WHAT IS NEEDED
Every line containing the string "lane" should be returned from the records.

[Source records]

-*-*-

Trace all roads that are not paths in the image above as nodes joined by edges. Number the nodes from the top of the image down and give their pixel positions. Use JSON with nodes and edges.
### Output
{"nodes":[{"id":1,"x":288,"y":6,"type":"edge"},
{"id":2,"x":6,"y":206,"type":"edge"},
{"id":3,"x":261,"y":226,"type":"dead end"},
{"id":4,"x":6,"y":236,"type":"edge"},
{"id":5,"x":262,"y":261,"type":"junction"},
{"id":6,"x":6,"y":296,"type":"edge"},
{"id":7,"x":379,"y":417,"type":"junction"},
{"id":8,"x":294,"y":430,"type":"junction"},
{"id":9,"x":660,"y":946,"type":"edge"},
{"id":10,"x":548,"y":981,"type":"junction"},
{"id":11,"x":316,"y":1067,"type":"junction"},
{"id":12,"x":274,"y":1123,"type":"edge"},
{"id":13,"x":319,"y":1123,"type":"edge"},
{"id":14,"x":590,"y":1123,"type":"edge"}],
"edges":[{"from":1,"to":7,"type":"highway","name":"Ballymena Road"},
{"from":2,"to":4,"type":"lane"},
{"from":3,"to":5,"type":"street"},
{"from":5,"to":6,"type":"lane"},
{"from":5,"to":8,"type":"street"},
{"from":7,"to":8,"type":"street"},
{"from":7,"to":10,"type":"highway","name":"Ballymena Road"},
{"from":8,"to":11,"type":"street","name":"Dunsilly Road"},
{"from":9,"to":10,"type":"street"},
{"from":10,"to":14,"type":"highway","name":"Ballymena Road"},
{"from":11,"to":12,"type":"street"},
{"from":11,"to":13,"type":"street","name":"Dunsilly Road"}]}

-*-*-

OUTPUT
{"from":2,"to":4,"type":"lane"},
{"from":5,"to":6,"type":"lane"},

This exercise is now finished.